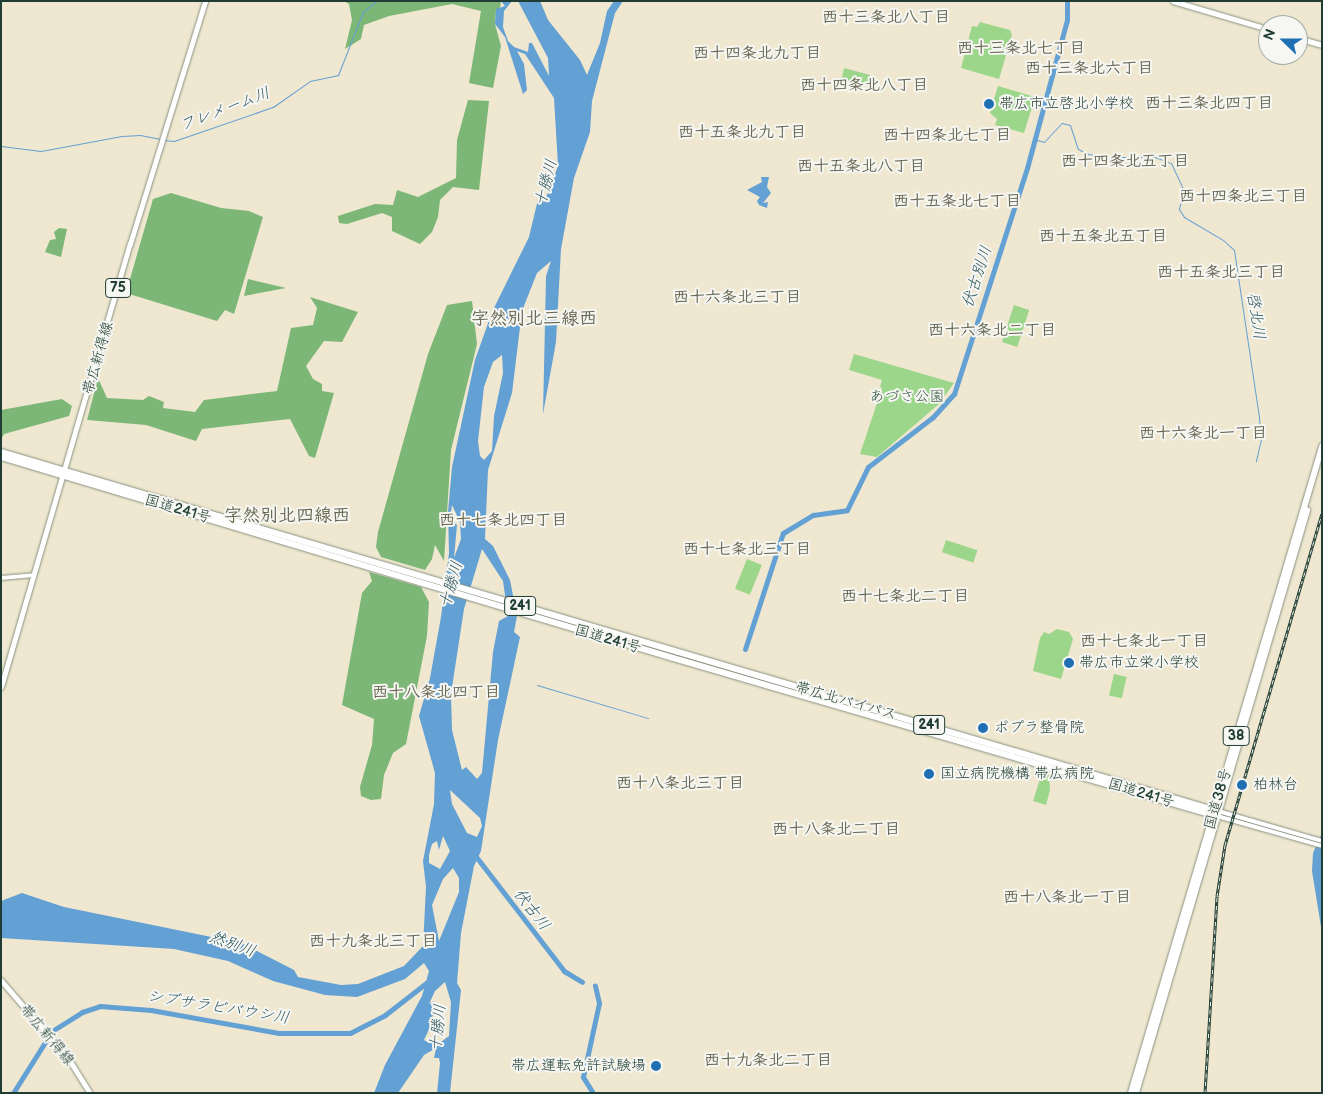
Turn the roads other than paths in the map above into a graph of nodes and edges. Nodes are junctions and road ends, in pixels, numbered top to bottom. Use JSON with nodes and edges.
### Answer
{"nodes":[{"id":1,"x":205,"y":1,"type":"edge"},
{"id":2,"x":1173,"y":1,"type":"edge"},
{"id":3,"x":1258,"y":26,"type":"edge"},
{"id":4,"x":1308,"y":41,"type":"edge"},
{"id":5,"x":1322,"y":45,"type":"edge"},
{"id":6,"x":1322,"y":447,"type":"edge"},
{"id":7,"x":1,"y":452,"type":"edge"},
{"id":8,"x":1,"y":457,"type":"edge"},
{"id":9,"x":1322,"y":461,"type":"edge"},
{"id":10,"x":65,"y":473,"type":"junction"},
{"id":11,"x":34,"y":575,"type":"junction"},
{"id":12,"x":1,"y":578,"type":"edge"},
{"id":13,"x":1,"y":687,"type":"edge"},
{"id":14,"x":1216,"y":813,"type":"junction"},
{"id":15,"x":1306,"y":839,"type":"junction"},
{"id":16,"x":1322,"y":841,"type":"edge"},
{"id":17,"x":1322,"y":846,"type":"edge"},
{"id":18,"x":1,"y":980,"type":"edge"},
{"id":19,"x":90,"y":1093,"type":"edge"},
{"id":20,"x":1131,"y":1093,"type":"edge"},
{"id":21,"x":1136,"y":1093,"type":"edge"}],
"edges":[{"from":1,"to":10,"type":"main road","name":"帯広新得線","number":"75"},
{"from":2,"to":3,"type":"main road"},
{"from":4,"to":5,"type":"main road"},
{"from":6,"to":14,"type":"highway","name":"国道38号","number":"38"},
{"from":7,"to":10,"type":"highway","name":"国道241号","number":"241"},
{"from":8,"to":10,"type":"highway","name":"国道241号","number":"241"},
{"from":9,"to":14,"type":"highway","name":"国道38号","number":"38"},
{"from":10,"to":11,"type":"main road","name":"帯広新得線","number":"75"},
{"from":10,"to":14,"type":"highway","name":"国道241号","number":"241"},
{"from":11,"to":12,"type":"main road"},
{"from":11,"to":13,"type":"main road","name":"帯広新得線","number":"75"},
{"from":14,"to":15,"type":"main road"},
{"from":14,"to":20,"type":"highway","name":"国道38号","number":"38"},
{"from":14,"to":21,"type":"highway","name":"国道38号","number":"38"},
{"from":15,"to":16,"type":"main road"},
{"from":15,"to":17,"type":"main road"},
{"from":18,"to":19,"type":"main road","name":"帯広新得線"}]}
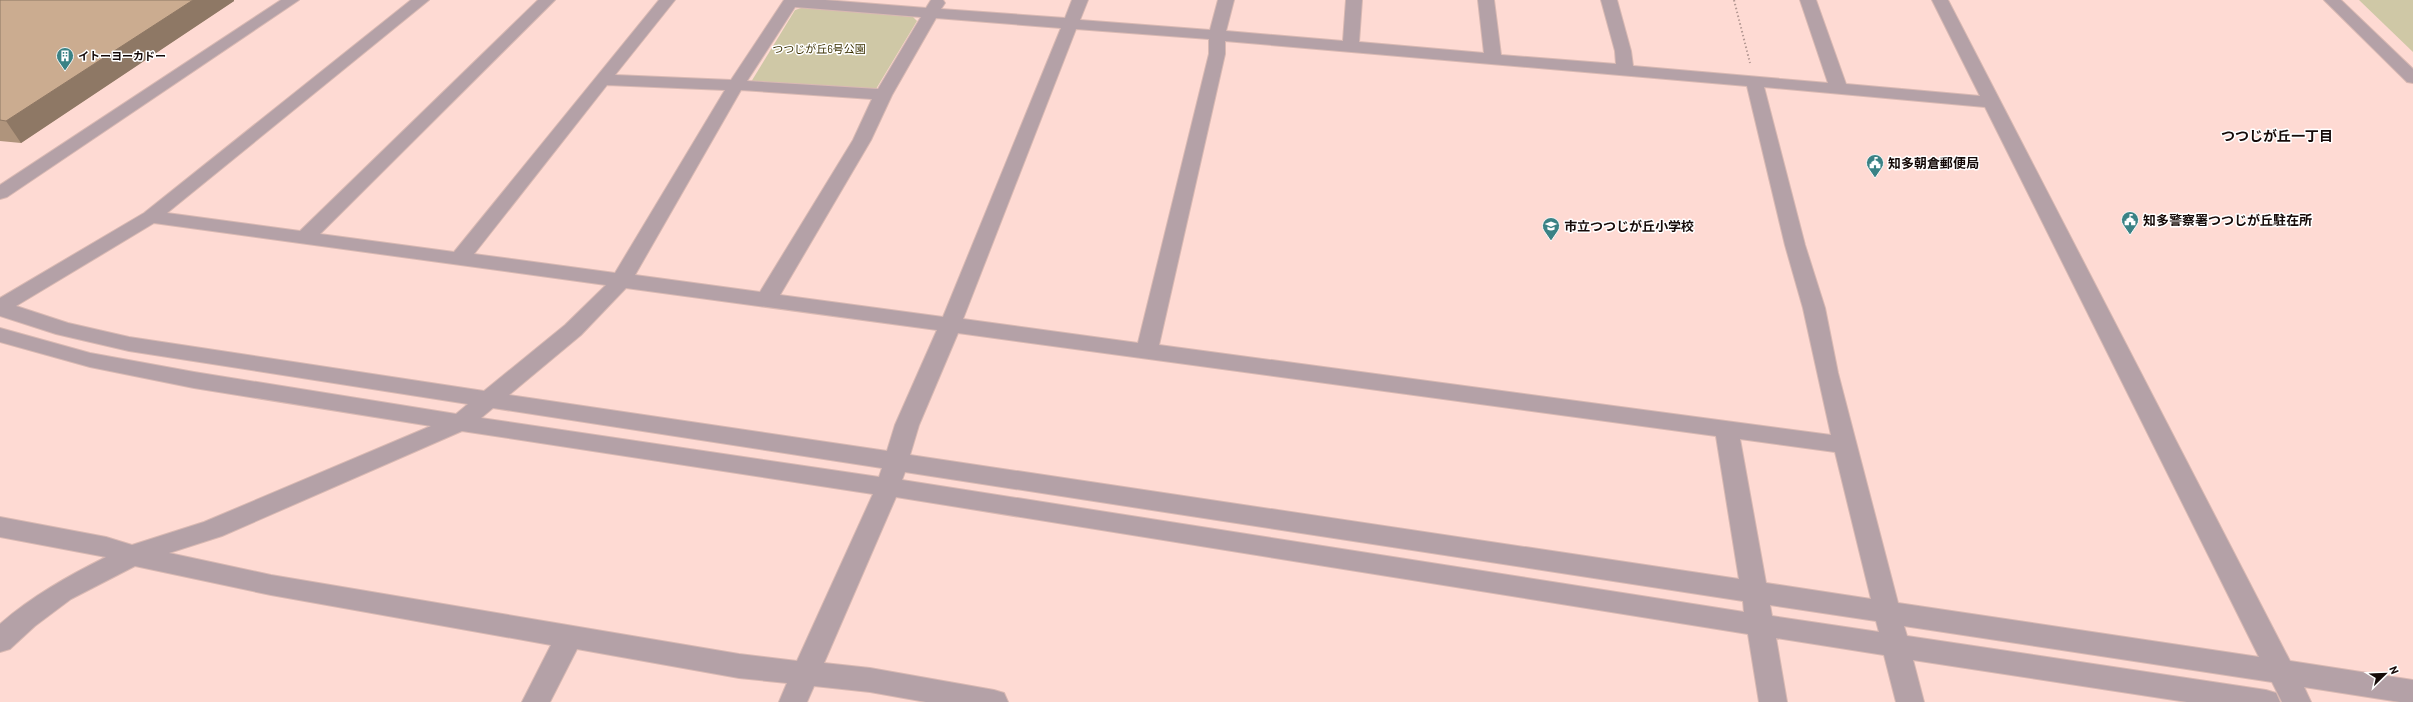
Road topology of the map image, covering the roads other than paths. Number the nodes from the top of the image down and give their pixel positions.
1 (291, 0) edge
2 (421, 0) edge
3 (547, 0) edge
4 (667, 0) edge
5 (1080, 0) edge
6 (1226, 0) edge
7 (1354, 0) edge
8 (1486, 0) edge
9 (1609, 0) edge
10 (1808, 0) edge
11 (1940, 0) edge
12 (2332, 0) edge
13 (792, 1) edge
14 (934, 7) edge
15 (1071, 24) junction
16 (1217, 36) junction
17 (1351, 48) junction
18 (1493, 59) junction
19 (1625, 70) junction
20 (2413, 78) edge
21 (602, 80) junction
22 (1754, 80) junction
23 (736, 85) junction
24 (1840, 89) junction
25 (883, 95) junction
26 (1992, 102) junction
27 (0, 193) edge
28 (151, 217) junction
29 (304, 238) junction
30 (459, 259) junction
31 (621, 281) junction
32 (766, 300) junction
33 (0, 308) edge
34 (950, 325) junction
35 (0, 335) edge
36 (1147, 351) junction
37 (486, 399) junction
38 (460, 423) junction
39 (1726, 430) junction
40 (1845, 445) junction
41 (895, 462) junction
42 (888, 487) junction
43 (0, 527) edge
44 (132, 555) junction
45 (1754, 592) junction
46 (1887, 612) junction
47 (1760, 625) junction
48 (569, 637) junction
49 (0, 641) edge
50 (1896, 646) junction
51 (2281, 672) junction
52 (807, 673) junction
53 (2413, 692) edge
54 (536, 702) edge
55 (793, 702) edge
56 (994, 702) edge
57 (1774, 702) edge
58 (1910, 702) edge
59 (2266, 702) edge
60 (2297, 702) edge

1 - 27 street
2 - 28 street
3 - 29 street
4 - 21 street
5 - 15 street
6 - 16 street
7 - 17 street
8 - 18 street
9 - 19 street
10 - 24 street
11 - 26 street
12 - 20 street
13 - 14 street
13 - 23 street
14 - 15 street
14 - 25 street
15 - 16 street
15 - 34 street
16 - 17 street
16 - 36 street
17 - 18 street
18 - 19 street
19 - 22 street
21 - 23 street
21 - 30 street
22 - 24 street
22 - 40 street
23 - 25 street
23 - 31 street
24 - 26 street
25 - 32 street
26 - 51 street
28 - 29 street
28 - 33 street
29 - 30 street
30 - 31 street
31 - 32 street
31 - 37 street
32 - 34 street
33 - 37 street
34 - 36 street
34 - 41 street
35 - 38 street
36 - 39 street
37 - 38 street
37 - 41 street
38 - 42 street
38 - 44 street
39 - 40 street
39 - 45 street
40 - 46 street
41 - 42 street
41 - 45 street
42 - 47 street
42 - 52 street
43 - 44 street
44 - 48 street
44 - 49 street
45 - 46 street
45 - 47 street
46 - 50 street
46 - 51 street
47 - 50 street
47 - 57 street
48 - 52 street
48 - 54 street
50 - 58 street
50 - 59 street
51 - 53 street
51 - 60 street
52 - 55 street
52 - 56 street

■ PROBLEM STATEMENT
Give back the full listing exactly as written, only without its pictures.

■ OUTPUT OF THE EXERCISE
Turn the roads other than paths in the map above into a graph of nodes and edges. Nodes are junctions and road ends, in pixels, numbered top to bottom. Use JSON with nodes and edges.
### Answer
{"nodes":[{"id":1,"x":205,"y":1,"type":"edge"},
{"id":2,"x":1173,"y":1,"type":"edge"},
{"id":3,"x":1258,"y":26,"type":"edge"},
{"id":4,"x":1308,"y":41,"type":"edge"},
{"id":5,"x":1322,"y":45,"type":"edge"},
{"id":6,"x":1322,"y":447,"type":"edge"},
{"id":7,"x":1,"y":452,"type":"edge"},
{"id":8,"x":1,"y":457,"type":"edge"},
{"id":9,"x":1322,"y":461,"type":"edge"},
{"id":10,"x":65,"y":473,"type":"junction"},
{"id":11,"x":34,"y":575,"type":"junction"},
{"id":12,"x":1,"y":578,"type":"edge"},
{"id":13,"x":1,"y":687,"type":"edge"},
{"id":14,"x":1216,"y":813,"type":"junction"},
{"id":15,"x":1306,"y":839,"type":"junction"},
{"id":16,"x":1322,"y":841,"type":"edge"},
{"id":17,"x":1322,"y":846,"type":"edge"},
{"id":18,"x":1,"y":980,"type":"edge"},
{"id":19,"x":90,"y":1093,"type":"edge"},
{"id":20,"x":1131,"y":1093,"type":"edge"},
{"id":21,"x":1136,"y":1093,"type":"edge"}],
"edges":[{"from":1,"to":10,"type":"main road","name":"帯広新得線","number":"75"},
{"from":2,"to":3,"type":"main road"},
{"from":4,"to":5,"type":"main road"},
{"from":6,"to":14,"type":"highway","name":"国道38号","number":"38"},
{"from":7,"to":10,"type":"highway","name":"国道241号","number":"241"},
{"from":8,"to":10,"type":"highway","name":"国道241号","number":"241"},
{"from":9,"to":14,"type":"highway","name":"国道38号","number":"38"},
{"from":10,"to":11,"type":"main road","name":"帯広新得線","number":"75"},
{"from":10,"to":14,"type":"highway","name":"国道241号","number":"241"},
{"from":11,"to":12,"type":"main road"},
{"from":11,"to":13,"type":"main road","name":"帯広新得線","number":"75"},
{"from":14,"to":15,"type":"main road"},
{"from":14,"to":20,"type":"highway","name":"国道38号","number":"38"},
{"from":14,"to":21,"type":"highway","name":"国道38号","number":"38"},
{"from":15,"to":16,"type":"main road"},
{"from":15,"to":17,"type":"main road"},
{"from":18,"to":19,"type":"main road","name":"帯広新得線"}]}
Road topology of the map image, covering the roads other than paths. Number the nodes from the top of the image down and give their pixel positions.
1 (291, 0) edge
2 (421, 0) edge
3 (547, 0) edge
4 (667, 0) edge
5 (1080, 0) edge
6 (1226, 0) edge
7 (1354, 0) edge
8 (1486, 0) edge
9 (1609, 0) edge
10 (1808, 0) edge
11 (1940, 0) edge
12 (2332, 0) edge
13 (792, 1) edge
14 (934, 7) edge
15 (1071, 24) junction
16 (1217, 36) junction
17 (1351, 48) junction
18 (1493, 59) junction
19 (1625, 70) junction
20 (2413, 78) edge
21 (602, 80) junction
22 (1754, 80) junction
23 (736, 85) junction
24 (1840, 89) junction
25 (883, 95) junction
26 (1992, 102) junction
27 (0, 193) edge
28 (151, 217) junction
29 (304, 238) junction
30 (459, 259) junction
31 (621, 281) junction
32 (766, 300) junction
33 (0, 308) edge
34 (950, 325) junction
35 (0, 335) edge
36 (1147, 351) junction
37 (486, 399) junction
38 (460, 423) junction
39 (1726, 430) junction
40 (1845, 445) junction
41 (895, 462) junction
42 (888, 487) junction
43 (0, 527) edge
44 (132, 555) junction
45 (1754, 592) junction
46 (1887, 612) junction
47 (1760, 625) junction
48 (569, 637) junction
49 (0, 641) edge
50 (1896, 646) junction
51 (2281, 672) junction
52 (807, 673) junction
53 (2413, 692) edge
54 (536, 702) edge
55 (793, 702) edge
56 (994, 702) edge
57 (1774, 702) edge
58 (1910, 702) edge
59 (2266, 702) edge
60 (2297, 702) edge

1 - 27 street
2 - 28 street
3 - 29 street
4 - 21 street
5 - 15 street
6 - 16 street
7 - 17 street
8 - 18 street
9 - 19 street
10 - 24 street
11 - 26 street
12 - 20 street
13 - 14 street
13 - 23 street
14 - 15 street
14 - 25 street
15 - 16 street
15 - 34 street
16 - 17 street
16 - 36 street
17 - 18 street
18 - 19 street
19 - 22 street
21 - 23 street
21 - 30 street
22 - 24 street
22 - 40 street
23 - 25 street
23 - 31 street
24 - 26 street
25 - 32 street
26 - 51 street
28 - 29 street
28 - 33 street
29 - 30 street
30 - 31 street
31 - 32 street
31 - 37 street
32 - 34 street
33 - 37 street
34 - 36 street
34 - 41 street
35 - 38 street
36 - 39 street
37 - 38 street
37 - 41 street
38 - 42 street
38 - 44 street
39 - 40 street
39 - 45 street
40 - 46 street
41 - 42 street
41 - 45 street
42 - 47 street
42 - 52 street
43 - 44 street
44 - 48 street
44 - 49 street
45 - 46 street
45 - 47 street
46 - 50 street
46 - 51 street
47 - 50 street
47 - 57 street
48 - 52 street
48 - 54 street
50 - 58 street
50 - 59 street
51 - 53 street
51 - 60 street
52 - 55 street
52 - 56 street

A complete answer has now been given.